[WORK REQUIRED]
The answer must consist of every line in the data that contains "柏庐南路".

****

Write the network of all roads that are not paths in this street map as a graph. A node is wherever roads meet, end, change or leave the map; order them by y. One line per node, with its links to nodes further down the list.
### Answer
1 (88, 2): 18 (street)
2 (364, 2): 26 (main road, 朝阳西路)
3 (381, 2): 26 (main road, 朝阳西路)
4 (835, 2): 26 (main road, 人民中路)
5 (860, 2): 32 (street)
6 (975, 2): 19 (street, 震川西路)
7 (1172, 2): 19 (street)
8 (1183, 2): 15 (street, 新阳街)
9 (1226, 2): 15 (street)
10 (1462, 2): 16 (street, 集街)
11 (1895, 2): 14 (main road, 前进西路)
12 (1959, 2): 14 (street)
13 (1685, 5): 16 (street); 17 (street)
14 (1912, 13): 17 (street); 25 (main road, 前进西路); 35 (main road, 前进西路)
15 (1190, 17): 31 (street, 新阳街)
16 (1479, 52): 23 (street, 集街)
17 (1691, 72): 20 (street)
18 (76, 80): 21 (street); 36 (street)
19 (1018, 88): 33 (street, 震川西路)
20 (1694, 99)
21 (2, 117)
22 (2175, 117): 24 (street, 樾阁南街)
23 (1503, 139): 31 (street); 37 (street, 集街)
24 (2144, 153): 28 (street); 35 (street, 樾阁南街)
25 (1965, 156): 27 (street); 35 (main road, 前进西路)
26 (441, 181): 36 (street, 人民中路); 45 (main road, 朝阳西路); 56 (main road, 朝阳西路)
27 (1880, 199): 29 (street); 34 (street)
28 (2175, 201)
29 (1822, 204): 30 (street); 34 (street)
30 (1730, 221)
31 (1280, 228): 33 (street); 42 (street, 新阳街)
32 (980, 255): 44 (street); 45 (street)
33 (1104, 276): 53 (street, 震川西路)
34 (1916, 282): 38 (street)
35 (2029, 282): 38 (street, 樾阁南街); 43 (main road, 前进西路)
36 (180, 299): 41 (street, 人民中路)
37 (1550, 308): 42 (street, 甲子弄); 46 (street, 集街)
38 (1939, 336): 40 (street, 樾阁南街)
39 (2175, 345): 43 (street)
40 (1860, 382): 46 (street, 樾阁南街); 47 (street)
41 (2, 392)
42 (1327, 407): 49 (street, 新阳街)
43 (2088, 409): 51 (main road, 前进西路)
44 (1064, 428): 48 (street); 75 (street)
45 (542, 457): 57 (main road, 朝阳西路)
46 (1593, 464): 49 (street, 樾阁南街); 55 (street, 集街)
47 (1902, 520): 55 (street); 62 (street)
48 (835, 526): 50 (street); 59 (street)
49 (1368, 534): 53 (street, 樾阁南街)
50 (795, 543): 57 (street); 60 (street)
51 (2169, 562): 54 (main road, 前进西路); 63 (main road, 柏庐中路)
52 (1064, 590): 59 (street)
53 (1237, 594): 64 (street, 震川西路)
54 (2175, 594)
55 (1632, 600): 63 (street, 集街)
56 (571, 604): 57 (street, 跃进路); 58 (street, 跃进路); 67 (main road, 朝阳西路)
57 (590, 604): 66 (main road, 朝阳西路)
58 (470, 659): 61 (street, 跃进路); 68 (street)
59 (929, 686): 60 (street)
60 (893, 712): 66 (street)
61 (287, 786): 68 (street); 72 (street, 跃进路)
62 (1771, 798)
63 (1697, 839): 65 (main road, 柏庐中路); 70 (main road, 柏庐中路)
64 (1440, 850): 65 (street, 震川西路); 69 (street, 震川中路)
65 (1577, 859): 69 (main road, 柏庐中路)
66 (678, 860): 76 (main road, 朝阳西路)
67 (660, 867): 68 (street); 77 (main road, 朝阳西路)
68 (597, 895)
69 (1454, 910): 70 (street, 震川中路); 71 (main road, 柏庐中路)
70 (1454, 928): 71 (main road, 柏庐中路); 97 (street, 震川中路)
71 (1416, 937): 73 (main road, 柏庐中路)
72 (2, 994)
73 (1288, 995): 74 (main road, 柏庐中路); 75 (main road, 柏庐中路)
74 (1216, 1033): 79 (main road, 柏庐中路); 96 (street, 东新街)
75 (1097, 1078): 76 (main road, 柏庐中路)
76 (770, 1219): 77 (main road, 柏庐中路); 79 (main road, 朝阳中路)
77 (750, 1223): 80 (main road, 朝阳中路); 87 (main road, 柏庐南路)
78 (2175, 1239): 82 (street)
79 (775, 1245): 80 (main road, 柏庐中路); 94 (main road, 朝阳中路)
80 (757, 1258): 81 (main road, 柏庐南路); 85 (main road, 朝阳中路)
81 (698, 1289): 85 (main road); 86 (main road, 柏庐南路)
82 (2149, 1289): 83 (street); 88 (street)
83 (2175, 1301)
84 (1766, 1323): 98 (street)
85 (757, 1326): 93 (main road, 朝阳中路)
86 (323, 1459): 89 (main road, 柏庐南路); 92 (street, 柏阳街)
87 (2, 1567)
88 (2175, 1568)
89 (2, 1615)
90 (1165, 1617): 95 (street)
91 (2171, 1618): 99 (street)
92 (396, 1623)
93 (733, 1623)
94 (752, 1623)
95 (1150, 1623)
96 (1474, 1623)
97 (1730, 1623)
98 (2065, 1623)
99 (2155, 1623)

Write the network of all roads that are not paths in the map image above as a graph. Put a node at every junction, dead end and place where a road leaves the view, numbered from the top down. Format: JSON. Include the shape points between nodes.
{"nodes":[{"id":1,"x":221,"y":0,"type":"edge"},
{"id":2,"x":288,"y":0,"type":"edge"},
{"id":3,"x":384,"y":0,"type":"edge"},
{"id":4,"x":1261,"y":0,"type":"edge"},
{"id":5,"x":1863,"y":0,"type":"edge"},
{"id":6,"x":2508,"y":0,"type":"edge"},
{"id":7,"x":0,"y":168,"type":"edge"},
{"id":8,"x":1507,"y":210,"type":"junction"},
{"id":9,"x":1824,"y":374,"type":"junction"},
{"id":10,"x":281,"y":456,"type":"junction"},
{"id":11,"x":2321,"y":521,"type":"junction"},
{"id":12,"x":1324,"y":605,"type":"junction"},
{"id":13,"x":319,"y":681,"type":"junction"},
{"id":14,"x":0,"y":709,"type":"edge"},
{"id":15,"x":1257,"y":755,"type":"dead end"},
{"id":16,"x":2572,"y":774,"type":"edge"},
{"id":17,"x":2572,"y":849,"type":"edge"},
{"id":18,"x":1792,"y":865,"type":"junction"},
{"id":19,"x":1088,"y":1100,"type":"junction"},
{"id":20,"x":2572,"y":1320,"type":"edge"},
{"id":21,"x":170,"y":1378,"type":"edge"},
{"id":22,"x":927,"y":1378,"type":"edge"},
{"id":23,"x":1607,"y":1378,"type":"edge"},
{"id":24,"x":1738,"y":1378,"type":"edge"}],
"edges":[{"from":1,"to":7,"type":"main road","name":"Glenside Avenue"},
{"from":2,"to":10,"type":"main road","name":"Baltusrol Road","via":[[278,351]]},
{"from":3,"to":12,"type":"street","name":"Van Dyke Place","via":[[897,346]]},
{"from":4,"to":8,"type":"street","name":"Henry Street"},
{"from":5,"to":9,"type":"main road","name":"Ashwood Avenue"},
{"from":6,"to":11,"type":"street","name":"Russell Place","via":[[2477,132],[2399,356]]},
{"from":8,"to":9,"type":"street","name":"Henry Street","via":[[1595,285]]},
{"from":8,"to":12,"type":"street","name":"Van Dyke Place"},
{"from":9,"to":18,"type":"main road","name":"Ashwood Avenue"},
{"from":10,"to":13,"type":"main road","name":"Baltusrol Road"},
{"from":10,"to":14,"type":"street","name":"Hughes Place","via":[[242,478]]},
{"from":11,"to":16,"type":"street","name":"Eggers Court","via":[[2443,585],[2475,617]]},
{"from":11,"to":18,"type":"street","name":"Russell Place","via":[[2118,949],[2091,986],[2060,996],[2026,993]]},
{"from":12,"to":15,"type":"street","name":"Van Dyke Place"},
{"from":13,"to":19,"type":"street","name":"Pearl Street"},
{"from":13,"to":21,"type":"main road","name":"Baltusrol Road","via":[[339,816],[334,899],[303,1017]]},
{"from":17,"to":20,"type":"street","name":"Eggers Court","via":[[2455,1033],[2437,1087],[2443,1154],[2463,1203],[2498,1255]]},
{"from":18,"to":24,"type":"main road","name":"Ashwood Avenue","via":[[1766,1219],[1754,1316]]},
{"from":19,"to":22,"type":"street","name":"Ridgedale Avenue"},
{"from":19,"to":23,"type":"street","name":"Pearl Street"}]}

****

[ANSWER BOX]
77 (750, 1223): 80 (main road, 朝阳中路); 87 (main road, 柏庐南路)
80 (757, 1258): 81 (main road, 柏庐南路); 85 (main road, 朝阳中路)
81 (698, 1289): 85 (main road); 86 (main road, 柏庐南路)
86 (323, 1459): 89 (main road, 柏庐南路); 92 (street, 柏阳街)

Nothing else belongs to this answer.